(What the task asks) What is needed is an exact copy of the lines in the entries below from the one holding "index pip: (388, 70)" through the one holding "pinky mcp: (607, 212)", pictures excluded.
========================================
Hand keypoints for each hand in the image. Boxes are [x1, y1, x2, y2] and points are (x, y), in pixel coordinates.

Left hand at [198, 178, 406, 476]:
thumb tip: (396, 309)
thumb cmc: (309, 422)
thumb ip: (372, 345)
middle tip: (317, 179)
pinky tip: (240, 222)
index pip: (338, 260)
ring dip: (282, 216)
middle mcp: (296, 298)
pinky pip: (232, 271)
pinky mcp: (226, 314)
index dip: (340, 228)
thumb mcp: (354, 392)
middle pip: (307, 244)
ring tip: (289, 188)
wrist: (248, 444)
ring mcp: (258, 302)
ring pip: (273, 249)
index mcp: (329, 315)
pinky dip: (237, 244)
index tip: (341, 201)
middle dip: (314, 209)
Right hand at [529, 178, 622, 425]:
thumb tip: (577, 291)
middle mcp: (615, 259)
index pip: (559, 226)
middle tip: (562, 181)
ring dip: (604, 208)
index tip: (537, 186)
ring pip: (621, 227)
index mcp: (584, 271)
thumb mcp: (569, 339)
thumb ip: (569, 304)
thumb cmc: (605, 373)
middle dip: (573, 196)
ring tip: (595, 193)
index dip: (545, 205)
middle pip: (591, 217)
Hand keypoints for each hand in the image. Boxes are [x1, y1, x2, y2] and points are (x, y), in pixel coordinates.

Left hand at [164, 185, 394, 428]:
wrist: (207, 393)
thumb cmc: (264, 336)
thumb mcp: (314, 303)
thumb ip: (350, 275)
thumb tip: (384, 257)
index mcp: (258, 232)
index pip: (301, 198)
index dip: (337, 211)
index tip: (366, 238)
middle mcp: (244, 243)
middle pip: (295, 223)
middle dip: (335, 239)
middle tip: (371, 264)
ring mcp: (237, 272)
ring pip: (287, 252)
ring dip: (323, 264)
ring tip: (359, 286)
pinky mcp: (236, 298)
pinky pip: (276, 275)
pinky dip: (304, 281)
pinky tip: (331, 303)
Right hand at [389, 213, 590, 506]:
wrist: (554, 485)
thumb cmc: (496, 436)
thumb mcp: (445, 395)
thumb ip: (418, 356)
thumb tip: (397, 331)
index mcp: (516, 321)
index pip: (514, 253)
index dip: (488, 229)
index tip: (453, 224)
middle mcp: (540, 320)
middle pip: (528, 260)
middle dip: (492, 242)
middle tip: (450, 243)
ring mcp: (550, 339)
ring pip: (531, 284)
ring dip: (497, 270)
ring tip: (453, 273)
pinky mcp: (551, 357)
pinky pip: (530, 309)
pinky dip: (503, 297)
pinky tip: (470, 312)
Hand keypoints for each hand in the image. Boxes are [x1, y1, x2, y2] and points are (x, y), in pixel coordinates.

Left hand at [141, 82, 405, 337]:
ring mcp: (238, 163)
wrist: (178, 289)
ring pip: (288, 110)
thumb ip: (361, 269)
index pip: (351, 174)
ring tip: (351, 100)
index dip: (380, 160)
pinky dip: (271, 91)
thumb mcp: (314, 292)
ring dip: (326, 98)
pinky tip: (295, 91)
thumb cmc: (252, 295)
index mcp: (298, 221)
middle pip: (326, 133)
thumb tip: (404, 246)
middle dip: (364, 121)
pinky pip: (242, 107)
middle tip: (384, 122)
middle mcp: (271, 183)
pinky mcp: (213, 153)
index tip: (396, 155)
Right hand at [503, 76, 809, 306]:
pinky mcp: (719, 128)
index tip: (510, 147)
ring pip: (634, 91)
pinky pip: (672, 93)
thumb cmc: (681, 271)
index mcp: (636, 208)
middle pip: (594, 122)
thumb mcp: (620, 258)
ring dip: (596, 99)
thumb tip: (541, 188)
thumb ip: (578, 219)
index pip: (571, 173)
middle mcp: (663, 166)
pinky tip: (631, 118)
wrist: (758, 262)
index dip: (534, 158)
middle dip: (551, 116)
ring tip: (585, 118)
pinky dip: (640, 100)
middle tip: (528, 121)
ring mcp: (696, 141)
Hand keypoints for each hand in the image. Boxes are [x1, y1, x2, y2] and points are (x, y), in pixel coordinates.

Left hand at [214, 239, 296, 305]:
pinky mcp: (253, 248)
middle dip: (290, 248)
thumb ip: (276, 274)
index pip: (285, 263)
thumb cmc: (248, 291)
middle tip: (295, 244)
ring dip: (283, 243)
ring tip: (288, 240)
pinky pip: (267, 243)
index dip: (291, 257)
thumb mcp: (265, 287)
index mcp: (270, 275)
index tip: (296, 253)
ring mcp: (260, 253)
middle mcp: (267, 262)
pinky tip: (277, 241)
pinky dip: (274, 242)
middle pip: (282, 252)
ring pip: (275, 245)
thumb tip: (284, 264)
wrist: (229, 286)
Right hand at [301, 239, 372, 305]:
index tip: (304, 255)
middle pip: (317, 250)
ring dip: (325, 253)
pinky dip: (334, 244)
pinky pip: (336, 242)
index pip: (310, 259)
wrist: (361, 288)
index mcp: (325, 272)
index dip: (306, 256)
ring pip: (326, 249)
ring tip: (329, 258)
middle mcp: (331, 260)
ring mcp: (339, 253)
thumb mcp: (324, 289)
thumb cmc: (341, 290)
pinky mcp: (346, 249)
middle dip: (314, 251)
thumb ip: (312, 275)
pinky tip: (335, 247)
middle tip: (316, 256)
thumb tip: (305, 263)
========================================
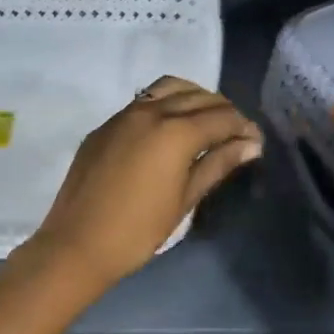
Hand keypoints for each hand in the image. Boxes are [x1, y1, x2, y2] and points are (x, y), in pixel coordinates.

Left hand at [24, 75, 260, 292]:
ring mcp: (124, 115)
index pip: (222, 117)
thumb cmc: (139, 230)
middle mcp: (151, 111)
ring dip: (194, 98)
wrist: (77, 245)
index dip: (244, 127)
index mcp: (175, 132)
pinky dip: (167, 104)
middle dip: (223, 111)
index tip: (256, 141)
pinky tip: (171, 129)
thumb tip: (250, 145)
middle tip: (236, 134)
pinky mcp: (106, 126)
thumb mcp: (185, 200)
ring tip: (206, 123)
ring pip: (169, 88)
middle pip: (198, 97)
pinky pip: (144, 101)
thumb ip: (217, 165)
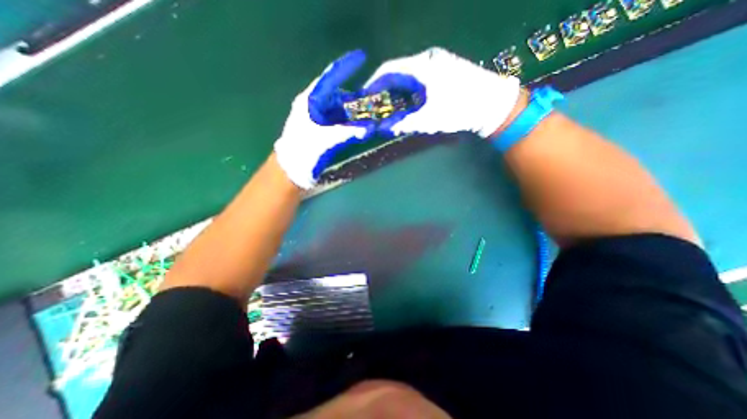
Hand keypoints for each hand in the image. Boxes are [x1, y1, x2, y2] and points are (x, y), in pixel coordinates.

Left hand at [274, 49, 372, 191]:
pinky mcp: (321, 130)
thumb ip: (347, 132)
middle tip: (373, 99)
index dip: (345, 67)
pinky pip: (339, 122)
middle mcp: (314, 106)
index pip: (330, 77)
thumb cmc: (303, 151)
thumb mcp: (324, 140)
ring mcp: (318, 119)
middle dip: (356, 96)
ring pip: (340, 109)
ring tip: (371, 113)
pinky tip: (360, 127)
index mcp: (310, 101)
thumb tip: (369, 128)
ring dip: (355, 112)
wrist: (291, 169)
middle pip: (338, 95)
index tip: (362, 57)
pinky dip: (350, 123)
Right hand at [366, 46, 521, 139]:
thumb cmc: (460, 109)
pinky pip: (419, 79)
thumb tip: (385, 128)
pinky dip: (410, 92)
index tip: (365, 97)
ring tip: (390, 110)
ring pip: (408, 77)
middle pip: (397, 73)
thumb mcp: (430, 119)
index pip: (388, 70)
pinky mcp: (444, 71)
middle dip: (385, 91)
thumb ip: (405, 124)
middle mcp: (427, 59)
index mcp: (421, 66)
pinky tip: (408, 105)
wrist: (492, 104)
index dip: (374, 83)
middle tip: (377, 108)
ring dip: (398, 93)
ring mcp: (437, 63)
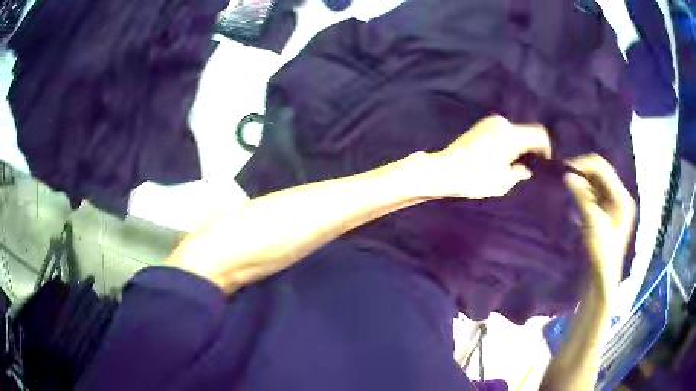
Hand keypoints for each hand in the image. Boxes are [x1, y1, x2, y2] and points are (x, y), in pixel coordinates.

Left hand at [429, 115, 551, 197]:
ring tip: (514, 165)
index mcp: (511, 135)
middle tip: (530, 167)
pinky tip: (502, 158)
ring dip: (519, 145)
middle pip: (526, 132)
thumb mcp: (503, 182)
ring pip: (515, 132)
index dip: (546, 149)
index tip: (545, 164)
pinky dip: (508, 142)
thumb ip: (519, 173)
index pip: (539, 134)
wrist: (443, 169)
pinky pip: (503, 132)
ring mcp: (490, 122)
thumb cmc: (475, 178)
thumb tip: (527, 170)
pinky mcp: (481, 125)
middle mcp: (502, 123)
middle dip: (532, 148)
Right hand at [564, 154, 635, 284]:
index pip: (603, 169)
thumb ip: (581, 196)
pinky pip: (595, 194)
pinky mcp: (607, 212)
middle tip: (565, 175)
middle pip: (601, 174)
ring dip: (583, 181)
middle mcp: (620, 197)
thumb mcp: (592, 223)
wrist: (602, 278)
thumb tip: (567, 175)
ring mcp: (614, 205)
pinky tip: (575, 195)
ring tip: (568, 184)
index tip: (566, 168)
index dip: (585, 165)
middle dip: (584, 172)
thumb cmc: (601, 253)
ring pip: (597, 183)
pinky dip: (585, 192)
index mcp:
========================================
(Answer)
index pip: (388, 70)
pinky mcp: (444, 71)
middle dip: (385, 91)
thumb ip: (405, 124)
middle mcp: (427, 59)
index mcp: (421, 66)
pinky tip: (408, 105)
wrist: (492, 104)
index dip: (374, 83)
middle tip: (377, 108)
ring dip: (398, 93)
ring mcp: (437, 63)
Hand keypoints for each hand in the image. Boxes are [x1, y1, x2, y2] and points are (x, y), in pixel coordinates.

Left hand at [429, 115, 551, 197]:
ring tip: (514, 165)
index mcp: (511, 135)
middle tip: (530, 167)
pinky tip: (502, 158)
ring dip: (519, 145)
middle pip: (526, 132)
thumb mcp: (503, 182)
ring pip: (515, 132)
index dip: (546, 149)
index tip: (545, 164)
pinky dip: (508, 142)
thumb ip: (519, 173)
index pip: (539, 134)
wrist: (443, 169)
pinky pip: (503, 132)
ring mcp: (490, 122)
thumb cmc: (475, 178)
thumb tip: (527, 170)
pinky mcp: (481, 125)
middle mcp: (502, 123)
middle dip: (532, 148)
Right hand at [564, 154, 635, 284]:
index pip: (603, 169)
thumb ip: (581, 196)
pinky pip: (595, 194)
pinky mcp: (607, 212)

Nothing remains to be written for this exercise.